Method examples described herein may be machine or computer-implemented at least in part. Some examples may include a computer-readable medium or machine-readable medium encoded with instructions operable to configure an electronic device to perform methods as described in the above examples. An implementation of such methods may include code, such as microcode, assembly language code, a higher-level language code, or the like. Such code may include computer-readable instructions for performing various methods. The code may form portions of computer program products. Further, in an example, the code may be tangibly stored on one or more volatile, non-transitory, or non-volatile tangible computer-readable media, such as during execution or at other times. Examples of these tangible computer-readable media may include, but are not limited to, hard disks, removable magnetic disks, removable optical disks (e.g., compact discs and digital video discs), magnetic cassettes, memory cards or sticks, random access memories (RAMs), read-only memories (ROMs), and the like.

The above description is intended to be illustrative, and not restrictive. For example, the above-described examples (or one or more claims thereof) may be used in combination with each other. Other embodiments may be used, such as by one of ordinary skill in the art upon reviewing the above description.

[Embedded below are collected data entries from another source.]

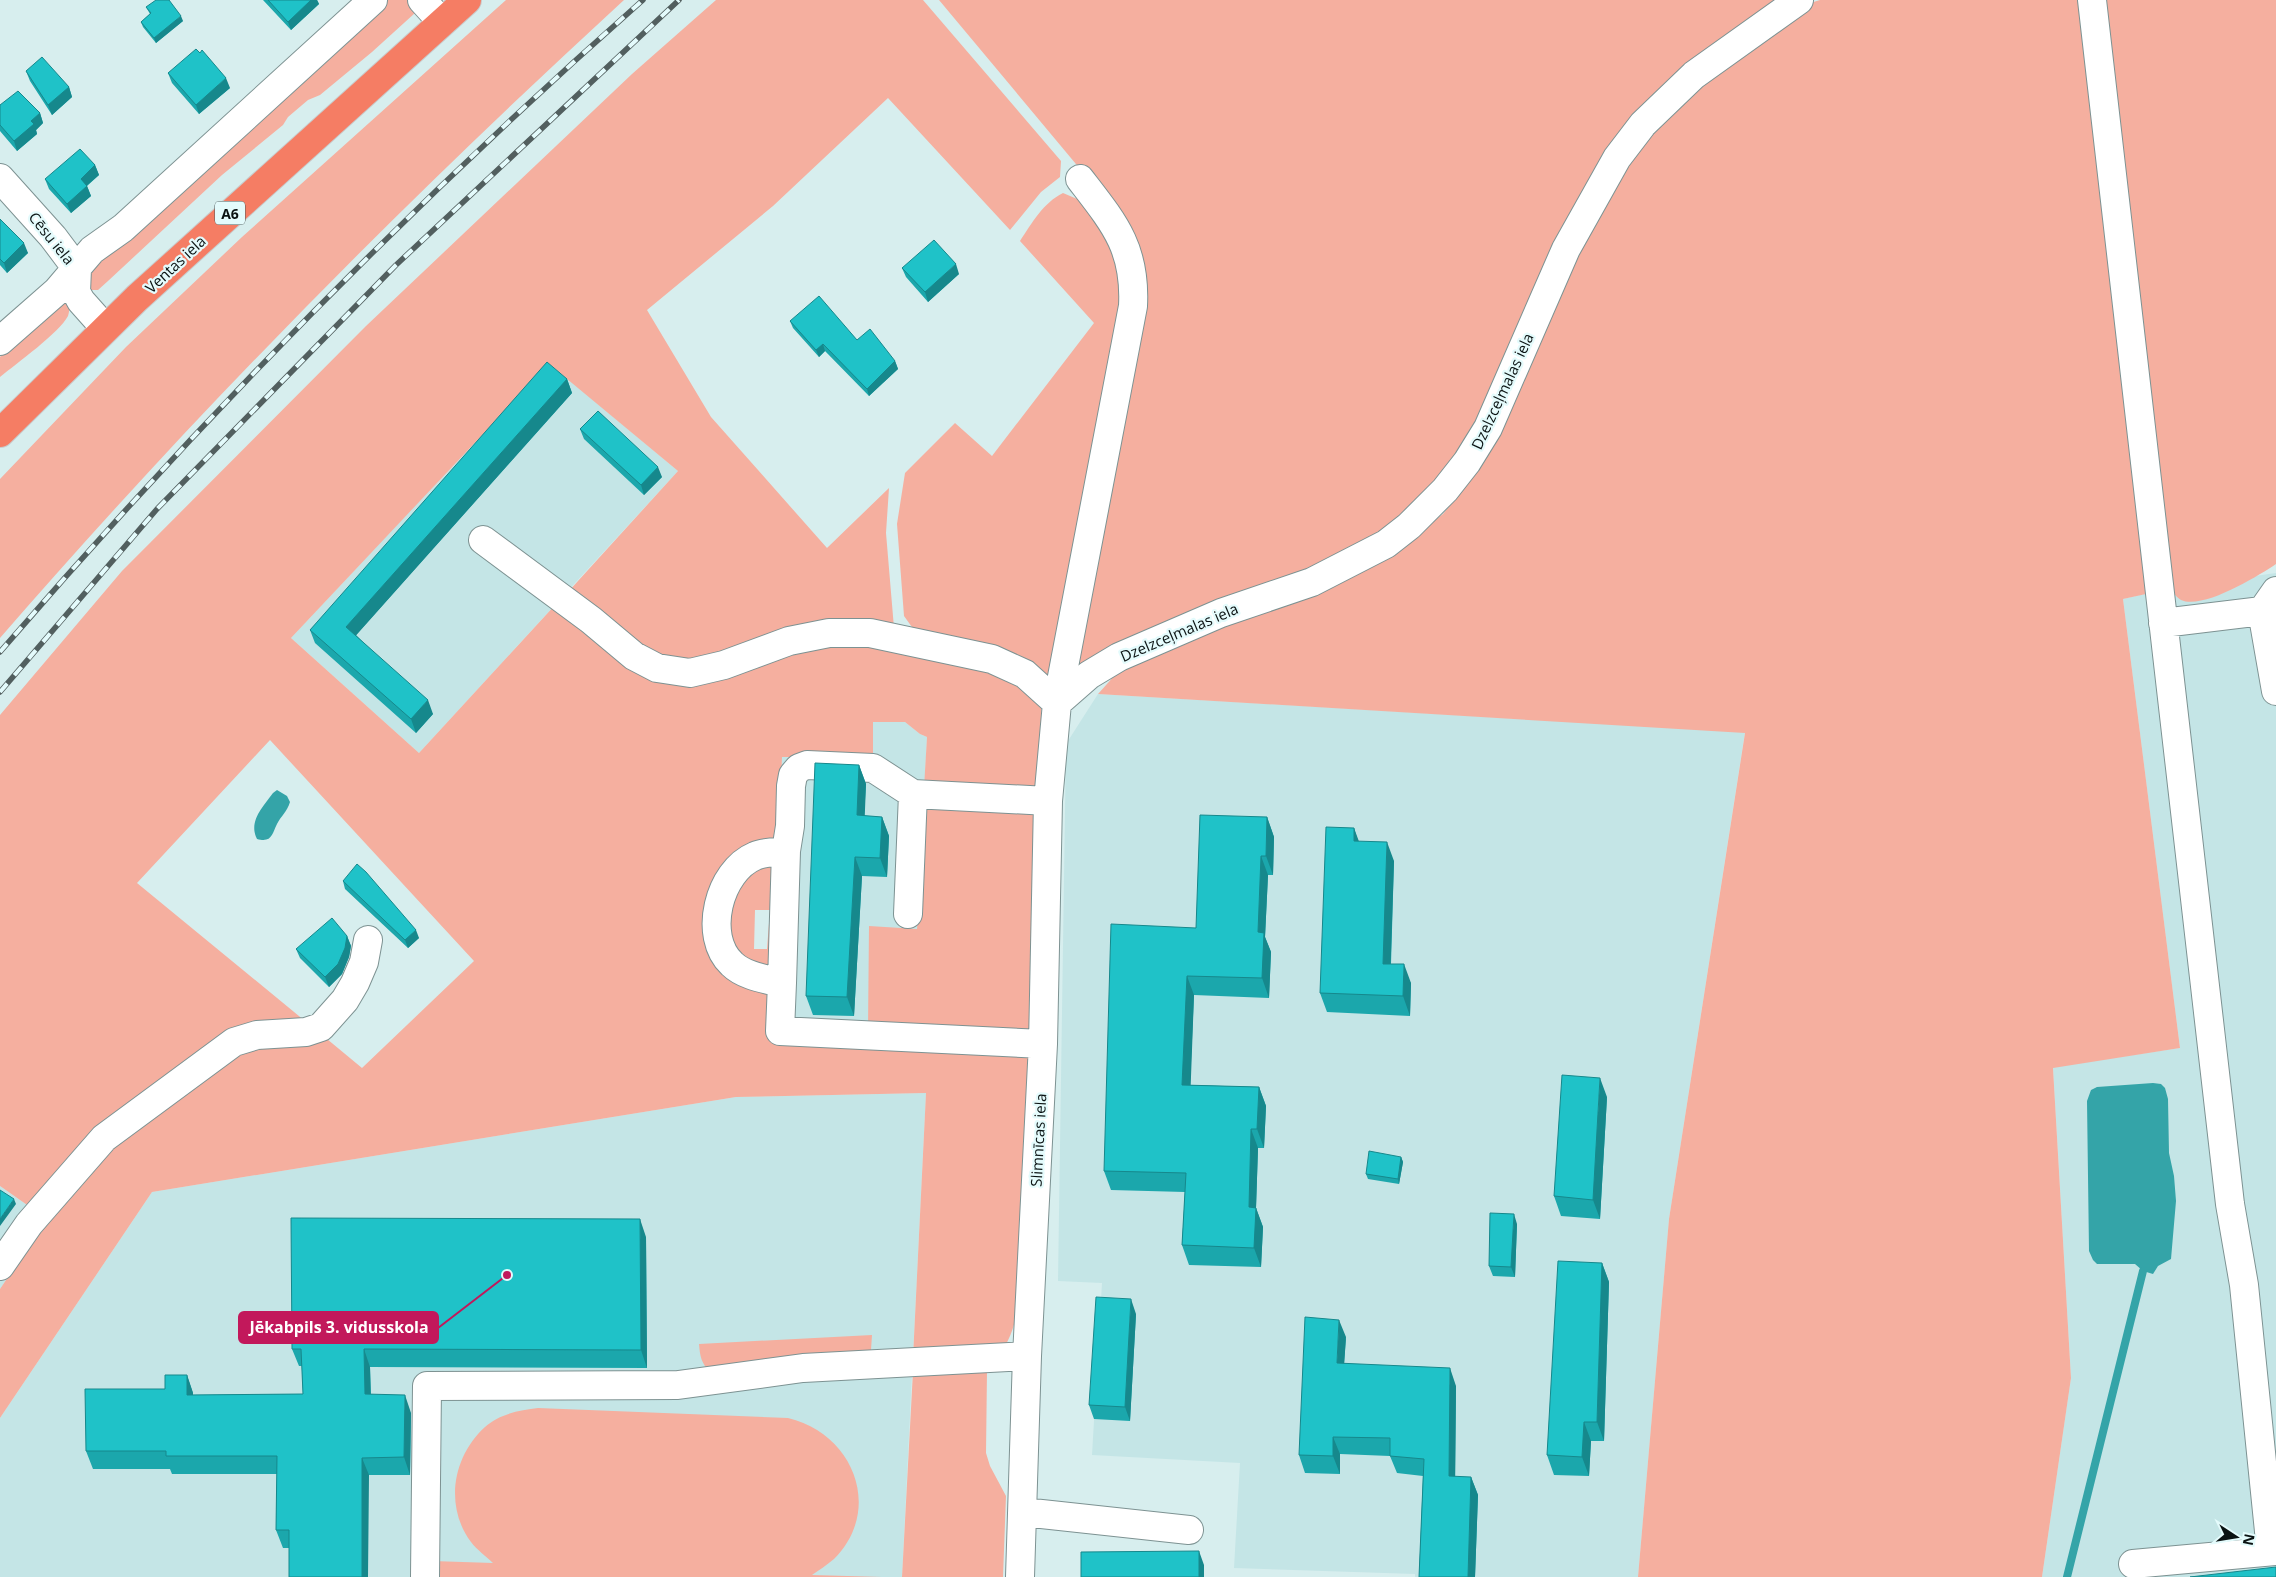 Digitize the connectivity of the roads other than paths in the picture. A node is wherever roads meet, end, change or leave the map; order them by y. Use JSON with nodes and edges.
{"nodes":[{"id":1,"x":373,"y":0,"type":"edge"},
{"id":2,"x":422,"y":0,"type":"edge"},
{"id":3,"x":467,"y":0,"type":"edge"},
{"id":4,"x":1799,"y":0,"type":"edge"},
{"id":5,"x":2092,"y":0,"type":"edge"},
{"id":6,"x":442,"y":22,"type":"junction"},
{"id":7,"x":0,"y":178,"type":"edge"},
{"id":8,"x":1080,"y":178,"type":"dead end"},
{"id":9,"x":77,"y":269,"type":"junction"},
{"id":10,"x":105,"y":328,"type":"junction"},
{"id":11,"x":0,"y":341,"type":"edge"},
{"id":12,"x":0,"y":433,"type":"edge"},
{"id":13,"x":483,"y":540,"type":"dead end"},
{"id":14,"x":2269,"y":601,"type":"edge"},
{"id":15,"x":2163,"y":623,"type":"junction"},
{"id":16,"x":2276,"y":692,"type":"edge"},
{"id":17,"x":1057,"y":703,"type":"junction"},
{"id":18,"x":913,"y":794,"type":"junction"},
{"id":19,"x":1048,"y":801,"type":"junction"},
{"id":20,"x":786,"y":851,"type":"junction"},
{"id":21,"x":908,"y":914,"type":"dead end"},
{"id":22,"x":368,"y":940,"type":"dead end"},
{"id":23,"x":782,"y":983,"type":"junction"},
{"id":24,"x":1043,"y":1044,"type":"junction"},
{"id":25,"x":2,"y":1261,"type":"edge"},
{"id":26,"x":1027,"y":1356,"type":"junction"},
{"id":27,"x":1023,"y":1512,"type":"junction"},
{"id":28,"x":1189,"y":1530,"type":"dead end"},
{"id":29,"x":2274,"y":1551,"type":"edge"},
{"id":30,"x":2133,"y":1564,"type":"dead end"},
{"id":31,"x":425,"y":1577,"type":"edge"},
{"id":32,"x":1020,"y":1577,"type":"edge"}],
"edges":[{"from":1,"to":9,"type":"street"},
{"from":2,"to":6,"type":"street"},
{"from":3,"to":6,"type":"highway","name":"Ventas iela","number":"A6"},
{"from":4,"to":17,"type":"street","name":"Dzelzceļmalas iela"},
{"from":5,"to":15,"type":"street"},
{"from":6,"to":10,"type":"highway","name":"Ventas iela","number":"A6"},
{"from":7,"to":9,"type":"street","name":"Cēsu iela"},
{"from":8,"to":17,"type":"street","name":"Slimnīcas iela"},
{"from":9,"to":10,"type":"street","name":"Cēsu iela"},
{"from":9,"to":11,"type":"street"},
{"from":10,"to":12,"type":"highway","name":"Ventas iela","number":"A6"},
{"from":13,"to":17,"type":"street"},
{"from":14,"to":15,"type":"street"},
{"from":14,"to":16,"type":"street"},
{"from":15,"to":29,"type":"street"},
{"from":17,"to":19,"type":"street","name":"Slimnīcas iela"},
{"from":18,"to":19,"type":"street"},
{"from":18,"to":20,"type":"street"},
{"from":18,"to":21,"type":"street"},
{"from":19,"to":24,"type":"street","name":"Slimnīcas iela"},
{"from":20,"to":23,"type":"street"},
{"from":20,"to":23,"type":"street"},
{"from":22,"to":25,"type":"street"},
{"from":23,"to":24,"type":"street"},
{"from":24,"to":26,"type":"street","name":"Slimnīcas iela"},
{"from":26,"to":27,"type":"street","name":"Slimnīcas iela"},
{"from":26,"to":31,"type":"street"},
{"from":27,"to":28,"type":"street"},
{"from":27,"to":32,"type":"street","name":"Slimnīcas iela"},
{"from":29,"to":30,"type":"street"}]}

The Abstract is provided to comply with 37 C.F.R. § 1.72(b), to allow the reader to quickly ascertain the nature of the technical disclosure. It is submitted with the understanding that it will not be used to interpret or limit the scope or meaning of the claims. Also, in the above Detailed Description, various features may be grouped together to streamline the disclosure. This should not be interpreted as intending that an unclaimed disclosed feature is essential to any claim. Rather, inventive subject matter may lie in less than all features of a particular disclosed embodiment. Thus, the following claims are hereby incorporated into the Detailed Description as examples or embodiments, with each claim standing on its own as a separate embodiment, and it is contemplated that such embodiments may be combined with each other in various combinations or permutations. The scope of the invention should be determined with reference to the appended claims, along with the full scope of equivalents to which such claims are entitled.